Richard Norton Smith (born October 2, 1953) is an American historian and author, specializing in U.S. presidents and other political figures. In the past, he worked as a freelance writer for The Washington Post, and worked with U.S. Senators Edward Brooke and Bob Dole.

Early life and education
Born in Leominster, Massachusetts, in 1953, Smith graduated magna cum laude from Harvard University in 1975 with a degree in government. Following graduation he worked as a White House intern and as a freelance writer for The Washington Post. 
He became a speech-writer for Massachusetts Senator Edward Brooke, and then Senator Bob Dole, with whom he collaborated on numerous projects over the years.

Career

Smith's first major book, Thomas E. Dewey and His Times, was a finalist for the 1983 Pulitzer Prize. He has also written An Uncommon Man: The Triumph of Herbert Hoover (1984); The Harvard Century: The Making of a University to a Nation (1986); and Patriarch: George Washington and the New American Nation (1993). His 1997 biography of Robert R. McCormick, The Colonel: The Life and Legend of Robert R. McCormick received the Goldsmith Book Prize awarded by Harvard University's John F. Kennedy School of Government in 1998.

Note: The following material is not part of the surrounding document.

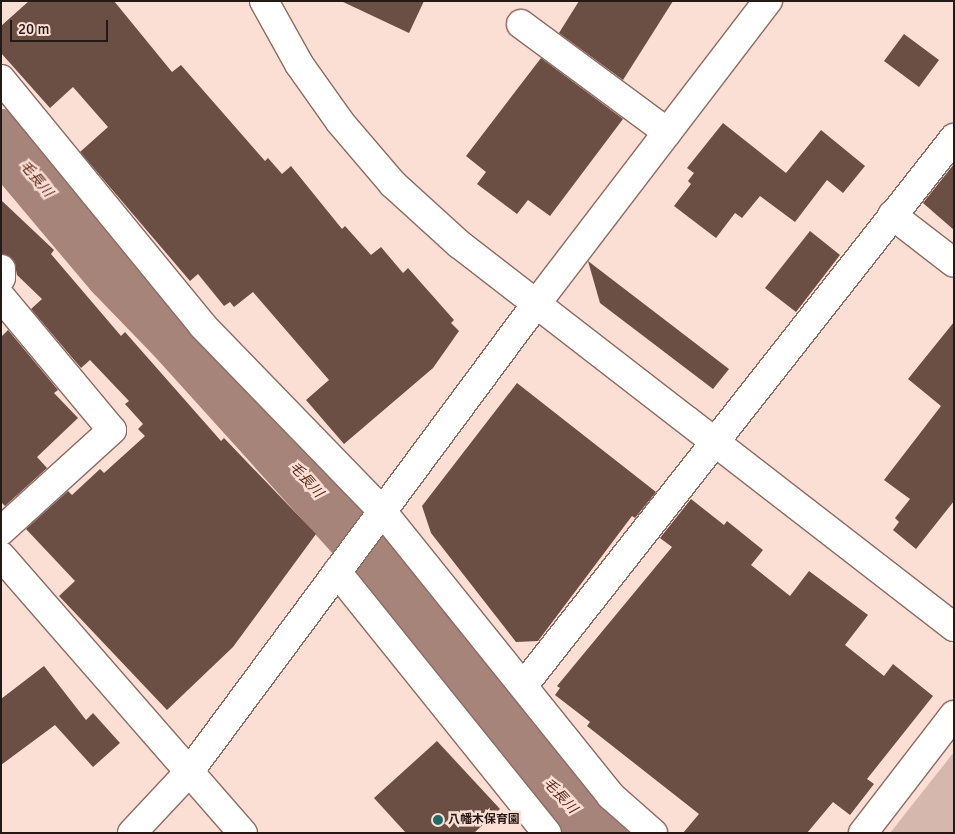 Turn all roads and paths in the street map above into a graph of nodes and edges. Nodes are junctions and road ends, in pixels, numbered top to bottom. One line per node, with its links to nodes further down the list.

Between 1987 and 2001, Smith served as director of the Herbert Hoover Presidential Library and Museum in West Branch, Iowa; the Dwight D. Eisenhower Center in Abilene, Kansas; the Ronald Reagan Presidential Library, the Ronald Reagan Presidential Foundation and the Reagan Center for Public Affairs in Simi Valley, California; and the Gerald R. Ford Museum and Library in Grand Rapids and Ann Arbor, Michigan.

In December 2001, Smith became director of the Robert J. Dole Institute of Politics at the University of Kansas in Lawrence. There he supervised construction of the Institute's permanent home and launched a Presidential Lecture Series and other programs. In October, 2003 he was appointed the first Executive Director of the Abraham Lincoln Presidential Library and Museum, a four-building complex in Springfield, Illinois.

In 2009, Smith was invited by the US Congress to be one of two historians addressing it on the two-hundredth anniversary of Abraham Lincoln's birth. Earlier, he delivered a eulogy at Gerald Ford's Michigan funeral, a role he repeated at Betty Ford's request when she was buried beside her husband in 2011.

In 2014 Smith published On His Own Terms: A life of Nelson Rockefeller. Smith took 14 years to write the book and said that he spent about $250,000 of his own money on the project. In an interview with C-SPAN, he said that Random House provided an advance of $50,000 for the book.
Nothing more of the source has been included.